The ocean should have some sort of top-to-bottom circulation or else whatever marine animal life there is will consume all the oxygen in deep waters and the lower levels of the ocean will become completely anoxic.

Next, assuming there's some sort of equilibrium in the water cycle, at least as much water has to fall as rain, somewhere, as evaporates from the ocean. That means that humidity levels have to reach 100% at least some of the time, over part of the planet. If the air is sucked dry of moisture by mountain ranges, etc. before it reaches the remoter regions, it's possible that it never rains on much of the planet.

If rain does fall everywhere, it's implausible that water in distant areas can find a path to drain all the way back to the ocean. The alternative is that there are inland salt seas, along the lines of Great Salt Lake in Utah, here and there. Your "ocean" might well be considered just the largest of these.

The Earth's weather is more or less divided into latitude bands--certain latitudes where it rains a lot, others where deserts occur. This is driven by long-term continental-scale convection patterns where rising air creates rain and falling air doesn't. Your planet might have the same thing, in which case all the clouds and rain only happen in certain horizontal bands around the planet.
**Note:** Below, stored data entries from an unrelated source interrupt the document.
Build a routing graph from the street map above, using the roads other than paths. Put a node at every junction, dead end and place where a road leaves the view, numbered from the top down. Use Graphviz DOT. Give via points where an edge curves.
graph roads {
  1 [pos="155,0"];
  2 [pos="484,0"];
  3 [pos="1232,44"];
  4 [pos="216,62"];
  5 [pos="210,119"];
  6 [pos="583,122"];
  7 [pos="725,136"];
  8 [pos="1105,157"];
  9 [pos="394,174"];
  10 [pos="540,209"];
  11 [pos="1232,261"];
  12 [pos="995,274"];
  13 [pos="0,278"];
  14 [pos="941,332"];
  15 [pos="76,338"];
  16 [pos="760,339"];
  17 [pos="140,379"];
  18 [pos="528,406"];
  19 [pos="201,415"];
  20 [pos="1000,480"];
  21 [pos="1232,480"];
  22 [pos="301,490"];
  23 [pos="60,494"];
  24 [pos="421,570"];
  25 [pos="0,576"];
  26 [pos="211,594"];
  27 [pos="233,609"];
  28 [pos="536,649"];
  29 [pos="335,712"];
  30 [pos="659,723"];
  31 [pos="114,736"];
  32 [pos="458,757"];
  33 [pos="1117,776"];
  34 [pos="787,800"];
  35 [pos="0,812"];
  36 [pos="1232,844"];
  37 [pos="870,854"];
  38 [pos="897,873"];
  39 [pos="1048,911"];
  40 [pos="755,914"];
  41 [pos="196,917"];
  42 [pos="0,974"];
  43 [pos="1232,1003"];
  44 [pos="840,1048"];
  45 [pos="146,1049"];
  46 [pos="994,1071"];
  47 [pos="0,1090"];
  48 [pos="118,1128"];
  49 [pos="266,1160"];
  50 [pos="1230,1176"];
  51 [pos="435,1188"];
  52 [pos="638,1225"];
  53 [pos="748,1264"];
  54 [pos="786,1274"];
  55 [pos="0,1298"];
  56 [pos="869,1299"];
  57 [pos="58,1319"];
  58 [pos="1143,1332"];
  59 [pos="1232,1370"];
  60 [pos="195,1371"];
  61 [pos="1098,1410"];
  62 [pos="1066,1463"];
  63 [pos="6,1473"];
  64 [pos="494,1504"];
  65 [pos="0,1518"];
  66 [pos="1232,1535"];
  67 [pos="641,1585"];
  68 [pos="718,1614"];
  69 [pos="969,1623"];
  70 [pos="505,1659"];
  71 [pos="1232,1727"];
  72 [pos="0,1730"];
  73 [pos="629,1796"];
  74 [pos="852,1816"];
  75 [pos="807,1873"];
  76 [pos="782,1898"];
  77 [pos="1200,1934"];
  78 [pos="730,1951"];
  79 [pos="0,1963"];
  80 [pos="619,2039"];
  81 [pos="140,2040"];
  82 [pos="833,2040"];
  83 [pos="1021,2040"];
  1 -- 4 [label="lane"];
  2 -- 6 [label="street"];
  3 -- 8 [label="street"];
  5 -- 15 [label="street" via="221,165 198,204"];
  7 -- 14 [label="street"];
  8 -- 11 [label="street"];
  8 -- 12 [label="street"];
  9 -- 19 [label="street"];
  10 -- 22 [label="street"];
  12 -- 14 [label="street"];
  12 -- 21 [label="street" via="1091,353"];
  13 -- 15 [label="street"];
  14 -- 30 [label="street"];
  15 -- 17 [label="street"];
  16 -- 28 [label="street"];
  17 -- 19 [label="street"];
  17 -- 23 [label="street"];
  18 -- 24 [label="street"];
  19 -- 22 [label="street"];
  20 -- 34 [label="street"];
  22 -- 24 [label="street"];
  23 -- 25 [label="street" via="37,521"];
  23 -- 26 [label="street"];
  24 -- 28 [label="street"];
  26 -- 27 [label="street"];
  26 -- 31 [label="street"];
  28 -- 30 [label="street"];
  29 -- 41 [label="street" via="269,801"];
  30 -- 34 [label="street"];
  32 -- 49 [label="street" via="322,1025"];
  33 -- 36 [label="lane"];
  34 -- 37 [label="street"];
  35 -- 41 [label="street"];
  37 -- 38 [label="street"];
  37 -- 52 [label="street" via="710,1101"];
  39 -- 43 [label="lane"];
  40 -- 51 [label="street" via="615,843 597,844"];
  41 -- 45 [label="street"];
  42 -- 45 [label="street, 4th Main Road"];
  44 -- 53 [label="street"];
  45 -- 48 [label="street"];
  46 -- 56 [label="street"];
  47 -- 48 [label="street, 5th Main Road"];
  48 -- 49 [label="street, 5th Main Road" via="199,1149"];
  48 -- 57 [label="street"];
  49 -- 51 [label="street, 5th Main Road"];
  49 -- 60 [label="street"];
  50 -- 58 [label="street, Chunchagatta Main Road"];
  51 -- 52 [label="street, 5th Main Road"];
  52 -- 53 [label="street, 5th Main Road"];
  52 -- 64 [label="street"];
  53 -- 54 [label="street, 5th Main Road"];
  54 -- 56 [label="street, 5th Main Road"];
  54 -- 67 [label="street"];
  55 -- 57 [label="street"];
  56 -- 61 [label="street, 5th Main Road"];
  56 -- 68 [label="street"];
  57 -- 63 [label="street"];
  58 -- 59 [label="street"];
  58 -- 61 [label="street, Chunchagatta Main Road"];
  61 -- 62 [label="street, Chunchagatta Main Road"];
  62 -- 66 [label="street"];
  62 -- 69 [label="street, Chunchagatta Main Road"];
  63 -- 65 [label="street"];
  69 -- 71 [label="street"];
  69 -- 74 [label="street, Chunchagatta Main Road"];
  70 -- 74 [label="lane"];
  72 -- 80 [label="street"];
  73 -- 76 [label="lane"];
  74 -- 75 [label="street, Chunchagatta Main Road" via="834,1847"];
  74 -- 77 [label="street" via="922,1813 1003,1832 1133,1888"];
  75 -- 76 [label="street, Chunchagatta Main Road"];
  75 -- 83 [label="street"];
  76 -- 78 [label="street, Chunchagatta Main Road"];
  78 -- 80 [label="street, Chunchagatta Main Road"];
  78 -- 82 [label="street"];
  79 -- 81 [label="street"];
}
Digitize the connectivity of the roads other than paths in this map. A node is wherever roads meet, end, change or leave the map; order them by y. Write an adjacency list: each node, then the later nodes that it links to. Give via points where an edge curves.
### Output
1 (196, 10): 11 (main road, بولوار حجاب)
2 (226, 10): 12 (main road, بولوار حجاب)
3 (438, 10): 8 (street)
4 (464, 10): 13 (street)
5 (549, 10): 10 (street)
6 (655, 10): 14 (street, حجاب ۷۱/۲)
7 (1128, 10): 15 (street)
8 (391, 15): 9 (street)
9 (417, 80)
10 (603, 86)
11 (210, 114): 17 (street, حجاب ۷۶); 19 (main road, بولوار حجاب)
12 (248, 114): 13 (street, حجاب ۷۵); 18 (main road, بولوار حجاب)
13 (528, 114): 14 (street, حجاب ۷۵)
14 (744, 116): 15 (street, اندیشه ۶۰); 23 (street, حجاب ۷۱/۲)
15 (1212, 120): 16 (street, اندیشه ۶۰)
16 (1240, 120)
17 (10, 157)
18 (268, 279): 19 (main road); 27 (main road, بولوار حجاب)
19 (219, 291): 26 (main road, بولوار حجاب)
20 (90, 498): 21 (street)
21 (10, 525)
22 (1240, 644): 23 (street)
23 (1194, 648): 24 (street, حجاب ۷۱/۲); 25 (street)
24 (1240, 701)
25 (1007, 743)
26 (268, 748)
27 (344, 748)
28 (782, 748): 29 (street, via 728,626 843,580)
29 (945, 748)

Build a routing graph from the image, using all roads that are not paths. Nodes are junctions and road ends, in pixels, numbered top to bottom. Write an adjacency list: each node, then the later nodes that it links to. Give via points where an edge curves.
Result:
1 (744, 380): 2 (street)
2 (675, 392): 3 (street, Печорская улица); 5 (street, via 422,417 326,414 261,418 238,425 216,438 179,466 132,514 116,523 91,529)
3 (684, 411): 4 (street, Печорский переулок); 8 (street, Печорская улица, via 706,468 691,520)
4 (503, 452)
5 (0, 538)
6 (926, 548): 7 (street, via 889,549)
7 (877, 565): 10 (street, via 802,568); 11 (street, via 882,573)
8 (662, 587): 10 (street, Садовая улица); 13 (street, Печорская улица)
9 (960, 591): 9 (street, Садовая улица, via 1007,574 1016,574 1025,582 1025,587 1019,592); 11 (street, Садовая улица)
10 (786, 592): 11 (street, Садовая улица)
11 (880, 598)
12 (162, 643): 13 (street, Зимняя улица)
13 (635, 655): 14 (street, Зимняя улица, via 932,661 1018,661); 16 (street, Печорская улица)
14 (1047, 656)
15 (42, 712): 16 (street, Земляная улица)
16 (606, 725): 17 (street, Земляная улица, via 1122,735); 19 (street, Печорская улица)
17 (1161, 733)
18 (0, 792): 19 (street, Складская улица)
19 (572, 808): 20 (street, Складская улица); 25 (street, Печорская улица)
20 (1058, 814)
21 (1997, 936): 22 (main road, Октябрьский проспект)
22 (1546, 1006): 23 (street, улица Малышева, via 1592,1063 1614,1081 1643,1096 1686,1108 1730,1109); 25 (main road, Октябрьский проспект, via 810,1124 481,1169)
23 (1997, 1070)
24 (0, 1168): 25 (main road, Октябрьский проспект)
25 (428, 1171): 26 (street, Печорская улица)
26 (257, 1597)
Or maybe your planet's water cycle isn't driven by rain after all--isn't it kind of a cop-out to assume the planet is like Earth in every other way? There could also be a geological water cycle in which water circulates through the planetary mantle and crust by plate tectonics, trapped in rock layers, and your ocean is the only area where it reaches a liquid form. Mars is suspected of having enormous amounts of water trapped beneath the surface as ice. You could also plausibly create a system without a steady equilibrium if the planet is geologically young and its ocean is fated to last for "only" a few tens of millions of years.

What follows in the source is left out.